Material for this exercise:
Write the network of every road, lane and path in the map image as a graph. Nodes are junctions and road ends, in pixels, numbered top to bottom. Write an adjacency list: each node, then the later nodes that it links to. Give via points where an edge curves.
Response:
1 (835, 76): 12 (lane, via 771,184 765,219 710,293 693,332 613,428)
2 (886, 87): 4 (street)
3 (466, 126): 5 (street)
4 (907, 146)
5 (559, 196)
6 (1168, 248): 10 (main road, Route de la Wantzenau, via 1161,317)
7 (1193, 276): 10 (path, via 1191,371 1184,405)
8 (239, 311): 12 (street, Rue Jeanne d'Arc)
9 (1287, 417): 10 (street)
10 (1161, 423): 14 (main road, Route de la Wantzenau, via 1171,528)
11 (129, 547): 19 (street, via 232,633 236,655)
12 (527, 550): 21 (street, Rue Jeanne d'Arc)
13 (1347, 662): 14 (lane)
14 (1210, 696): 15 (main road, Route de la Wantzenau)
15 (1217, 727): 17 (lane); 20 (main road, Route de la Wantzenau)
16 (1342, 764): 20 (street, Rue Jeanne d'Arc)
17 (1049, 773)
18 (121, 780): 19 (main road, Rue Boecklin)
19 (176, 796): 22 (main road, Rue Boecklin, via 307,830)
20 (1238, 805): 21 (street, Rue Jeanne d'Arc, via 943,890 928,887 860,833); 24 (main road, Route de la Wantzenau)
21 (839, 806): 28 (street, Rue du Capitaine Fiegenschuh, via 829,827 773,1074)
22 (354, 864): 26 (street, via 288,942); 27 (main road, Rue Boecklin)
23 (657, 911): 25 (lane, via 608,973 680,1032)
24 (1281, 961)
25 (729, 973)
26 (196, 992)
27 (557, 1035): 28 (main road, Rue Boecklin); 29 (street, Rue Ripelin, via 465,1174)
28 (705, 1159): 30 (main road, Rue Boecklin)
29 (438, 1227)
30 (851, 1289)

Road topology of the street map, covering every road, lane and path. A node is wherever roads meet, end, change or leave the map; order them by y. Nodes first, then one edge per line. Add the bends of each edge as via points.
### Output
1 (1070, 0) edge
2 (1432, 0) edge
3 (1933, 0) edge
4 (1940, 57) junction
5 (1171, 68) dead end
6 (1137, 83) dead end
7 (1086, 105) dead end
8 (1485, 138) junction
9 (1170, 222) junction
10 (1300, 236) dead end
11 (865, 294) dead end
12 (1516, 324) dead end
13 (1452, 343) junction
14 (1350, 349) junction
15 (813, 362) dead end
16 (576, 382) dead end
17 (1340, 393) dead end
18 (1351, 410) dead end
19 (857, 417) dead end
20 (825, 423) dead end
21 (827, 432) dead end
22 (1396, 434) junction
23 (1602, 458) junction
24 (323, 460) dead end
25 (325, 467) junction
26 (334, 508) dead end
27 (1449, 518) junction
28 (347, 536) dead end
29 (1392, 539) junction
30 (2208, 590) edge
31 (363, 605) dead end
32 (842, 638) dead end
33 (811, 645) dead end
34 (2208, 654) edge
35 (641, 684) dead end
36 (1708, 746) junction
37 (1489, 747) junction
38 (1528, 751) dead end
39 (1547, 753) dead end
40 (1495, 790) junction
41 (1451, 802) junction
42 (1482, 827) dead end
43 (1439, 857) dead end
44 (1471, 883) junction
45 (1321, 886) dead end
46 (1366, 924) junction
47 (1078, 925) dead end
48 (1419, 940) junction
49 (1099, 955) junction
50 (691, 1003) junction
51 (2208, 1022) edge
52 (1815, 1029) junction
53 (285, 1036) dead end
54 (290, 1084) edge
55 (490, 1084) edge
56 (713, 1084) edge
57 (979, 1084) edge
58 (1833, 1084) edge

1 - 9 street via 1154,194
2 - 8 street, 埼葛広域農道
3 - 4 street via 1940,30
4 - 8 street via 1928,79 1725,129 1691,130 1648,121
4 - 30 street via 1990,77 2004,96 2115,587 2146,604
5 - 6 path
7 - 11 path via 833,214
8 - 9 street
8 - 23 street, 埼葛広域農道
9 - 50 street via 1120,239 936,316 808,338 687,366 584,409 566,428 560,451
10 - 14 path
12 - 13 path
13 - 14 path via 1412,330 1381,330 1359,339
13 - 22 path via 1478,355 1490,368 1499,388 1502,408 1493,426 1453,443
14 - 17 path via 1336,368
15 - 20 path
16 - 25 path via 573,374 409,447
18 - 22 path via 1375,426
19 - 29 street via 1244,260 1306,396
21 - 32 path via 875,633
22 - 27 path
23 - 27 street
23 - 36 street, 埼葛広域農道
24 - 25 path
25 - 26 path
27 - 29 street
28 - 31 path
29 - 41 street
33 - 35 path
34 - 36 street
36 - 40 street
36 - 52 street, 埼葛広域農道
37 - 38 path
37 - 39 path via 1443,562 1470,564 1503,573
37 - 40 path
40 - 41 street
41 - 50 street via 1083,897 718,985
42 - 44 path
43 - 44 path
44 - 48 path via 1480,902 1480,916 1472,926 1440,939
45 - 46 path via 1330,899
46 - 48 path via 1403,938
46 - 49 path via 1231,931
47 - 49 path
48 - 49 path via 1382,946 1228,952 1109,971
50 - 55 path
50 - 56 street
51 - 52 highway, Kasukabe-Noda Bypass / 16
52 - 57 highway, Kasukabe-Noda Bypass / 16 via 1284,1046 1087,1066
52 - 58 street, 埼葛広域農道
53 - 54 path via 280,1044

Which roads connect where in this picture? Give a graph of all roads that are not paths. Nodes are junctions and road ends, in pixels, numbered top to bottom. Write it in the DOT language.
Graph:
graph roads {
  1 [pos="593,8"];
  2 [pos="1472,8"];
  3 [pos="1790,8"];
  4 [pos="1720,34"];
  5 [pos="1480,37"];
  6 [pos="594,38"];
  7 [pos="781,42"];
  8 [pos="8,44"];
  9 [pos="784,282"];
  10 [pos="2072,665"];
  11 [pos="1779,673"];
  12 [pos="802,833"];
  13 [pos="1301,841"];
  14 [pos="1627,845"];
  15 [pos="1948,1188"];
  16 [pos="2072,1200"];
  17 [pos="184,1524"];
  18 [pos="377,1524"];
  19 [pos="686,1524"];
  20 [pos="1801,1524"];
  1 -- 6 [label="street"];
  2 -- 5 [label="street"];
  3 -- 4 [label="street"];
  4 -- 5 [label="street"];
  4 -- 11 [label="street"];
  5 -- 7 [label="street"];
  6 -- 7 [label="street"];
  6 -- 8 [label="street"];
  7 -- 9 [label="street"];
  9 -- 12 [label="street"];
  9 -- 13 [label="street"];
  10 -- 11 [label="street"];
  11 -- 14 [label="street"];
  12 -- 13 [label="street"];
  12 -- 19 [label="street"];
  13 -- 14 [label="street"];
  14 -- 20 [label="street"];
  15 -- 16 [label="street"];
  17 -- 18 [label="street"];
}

How to complete this task: Would you retype the whole listing, exactly as it reads?

Answer to the problem:
Write the network of every road, lane and path in the map image as a graph. Nodes are junctions and road ends, in pixels, numbered top to bottom. Write an adjacency list: each node, then the later nodes that it links to. Give via points where an edge curves.
Response:
1 (835, 76): 12 (lane, via 771,184 765,219 710,293 693,332 613,428)
2 (886, 87): 4 (street)
3 (466, 126): 5 (street)
4 (907, 146)
5 (559, 196)
6 (1168, 248): 10 (main road, Route de la Wantzenau, via 1161,317)
7 (1193, 276): 10 (path, via 1191,371 1184,405)
8 (239, 311): 12 (street, Rue Jeanne d'Arc)
9 (1287, 417): 10 (street)
10 (1161, 423): 14 (main road, Route de la Wantzenau, via 1171,528)
11 (129, 547): 19 (street, via 232,633 236,655)
12 (527, 550): 21 (street, Rue Jeanne d'Arc)
13 (1347, 662): 14 (lane)
14 (1210, 696): 15 (main road, Route de la Wantzenau)
15 (1217, 727): 17 (lane); 20 (main road, Route de la Wantzenau)
16 (1342, 764): 20 (street, Rue Jeanne d'Arc)
17 (1049, 773)
18 (121, 780): 19 (main road, Rue Boecklin)
19 (176, 796): 22 (main road, Rue Boecklin, via 307,830)
20 (1238, 805): 21 (street, Rue Jeanne d'Arc, via 943,890 928,887 860,833); 24 (main road, Route de la Wantzenau)
21 (839, 806): 28 (street, Rue du Capitaine Fiegenschuh, via 829,827 773,1074)
22 (354, 864): 26 (street, via 288,942); 27 (main road, Rue Boecklin)
23 (657, 911): 25 (lane, via 608,973 680,1032)
24 (1281, 961)
25 (729, 973)
26 (196, 992)
27 (557, 1035): 28 (main road, Rue Boecklin); 29 (street, Rue Ripelin, via 465,1174)
28 (705, 1159): 30 (main road, Rue Boecklin)
29 (438, 1227)
30 (851, 1289)

Road topology of the street map, covering every road, lane and path. A node is wherever roads meet, end, change or leave the map; order them by y. Nodes first, then one edge per line. Add the bends of each edge as via points.
### Output
1 (1070, 0) edge
2 (1432, 0) edge
3 (1933, 0) edge
4 (1940, 57) junction
5 (1171, 68) dead end
6 (1137, 83) dead end
7 (1086, 105) dead end
8 (1485, 138) junction
9 (1170, 222) junction
10 (1300, 236) dead end
11 (865, 294) dead end
12 (1516, 324) dead end
13 (1452, 343) junction
14 (1350, 349) junction
15 (813, 362) dead end
16 (576, 382) dead end
17 (1340, 393) dead end
18 (1351, 410) dead end
19 (857, 417) dead end
20 (825, 423) dead end
21 (827, 432) dead end
22 (1396, 434) junction
23 (1602, 458) junction
24 (323, 460) dead end
25 (325, 467) junction
26 (334, 508) dead end
27 (1449, 518) junction
28 (347, 536) dead end
29 (1392, 539) junction
30 (2208, 590) edge
31 (363, 605) dead end
32 (842, 638) dead end
33 (811, 645) dead end
34 (2208, 654) edge
35 (641, 684) dead end
36 (1708, 746) junction
37 (1489, 747) junction
38 (1528, 751) dead end
39 (1547, 753) dead end
40 (1495, 790) junction
41 (1451, 802) junction
42 (1482, 827) dead end
43 (1439, 857) dead end
44 (1471, 883) junction
45 (1321, 886) dead end
46 (1366, 924) junction
47 (1078, 925) dead end
48 (1419, 940) junction
49 (1099, 955) junction
50 (691, 1003) junction
51 (2208, 1022) edge
52 (1815, 1029) junction
53 (285, 1036) dead end
54 (290, 1084) edge
55 (490, 1084) edge
56 (713, 1084) edge
57 (979, 1084) edge
58 (1833, 1084) edge

1 - 9 street via 1154,194
2 - 8 street, 埼葛広域農道
3 - 4 street via 1940,30
4 - 8 street via 1928,79 1725,129 1691,130 1648,121
4 - 30 street via 1990,77 2004,96 2115,587 2146,604
5 - 6 path
7 - 11 path via 833,214
8 - 9 street
8 - 23 street, 埼葛広域農道
9 - 50 street via 1120,239 936,316 808,338 687,366 584,409 566,428 560,451
10 - 14 path
12 - 13 path
13 - 14 path via 1412,330 1381,330 1359,339
13 - 22 path via 1478,355 1490,368 1499,388 1502,408 1493,426 1453,443
14 - 17 path via 1336,368
15 - 20 path
16 - 25 path via 573,374 409,447
18 - 22 path via 1375,426
19 - 29 street via 1244,260 1306,396
21 - 32 path via 875,633
22 - 27 path
23 - 27 street
23 - 36 street, 埼葛広域農道
24 - 25 path
25 - 26 path
27 - 29 street
28 - 31 path
29 - 41 street
33 - 35 path
34 - 36 street
36 - 40 street
36 - 52 street, 埼葛広域農道
37 - 38 path
37 - 39 path via 1443,562 1470,564 1503,573
37 - 40 path
40 - 41 street
41 - 50 street via 1083,897 718,985
42 - 44 path
43 - 44 path
44 - 48 path via 1480,902 1480,916 1472,926 1440,939
45 - 46 path via 1330,899
46 - 48 path via 1403,938
46 - 49 path via 1231,931
47 - 49 path
48 - 49 path via 1382,946 1228,952 1109,971
50 - 55 path
50 - 56 street
51 - 52 highway, Kasukabe-Noda Bypass / 16
52 - 57 highway, Kasukabe-Noda Bypass / 16 via 1284,1046 1087,1066
52 - 58 street, 埼葛広域農道
53 - 54 path via 280,1044

Which roads connect where in this picture? Give a graph of all roads that are not paths. Nodes are junctions and road ends, in pixels, numbered top to bottom. Write it in the DOT language.
Graph:
graph roads {
  1 [pos="593,8"];
  2 [pos="1472,8"];
  3 [pos="1790,8"];
  4 [pos="1720,34"];
  5 [pos="1480,37"];
  6 [pos="594,38"];
  7 [pos="781,42"];
  8 [pos="8,44"];
  9 [pos="784,282"];
  10 [pos="2072,665"];
  11 [pos="1779,673"];
  12 [pos="802,833"];
  13 [pos="1301,841"];
  14 [pos="1627,845"];
  15 [pos="1948,1188"];
  16 [pos="2072,1200"];
  17 [pos="184,1524"];
  18 [pos="377,1524"];
  19 [pos="686,1524"];
  20 [pos="1801,1524"];
  1 -- 6 [label="street"];
  2 -- 5 [label="street"];
  3 -- 4 [label="street"];
  4 -- 5 [label="street"];
  4 -- 11 [label="street"];
  5 -- 7 [label="street"];
  6 -- 7 [label="street"];
  6 -- 8 [label="street"];
  7 -- 9 [label="street"];
  9 -- 12 [label="street"];
  9 -- 13 [label="street"];
  10 -- 11 [label="street"];
  11 -- 14 [label="street"];
  12 -- 13 [label="street"];
  12 -- 19 [label="street"];
  13 -- 14 [label="street"];
  14 -- 20 [label="street"];
  15 -- 16 [label="street"];
  17 -- 18 [label="street"];
}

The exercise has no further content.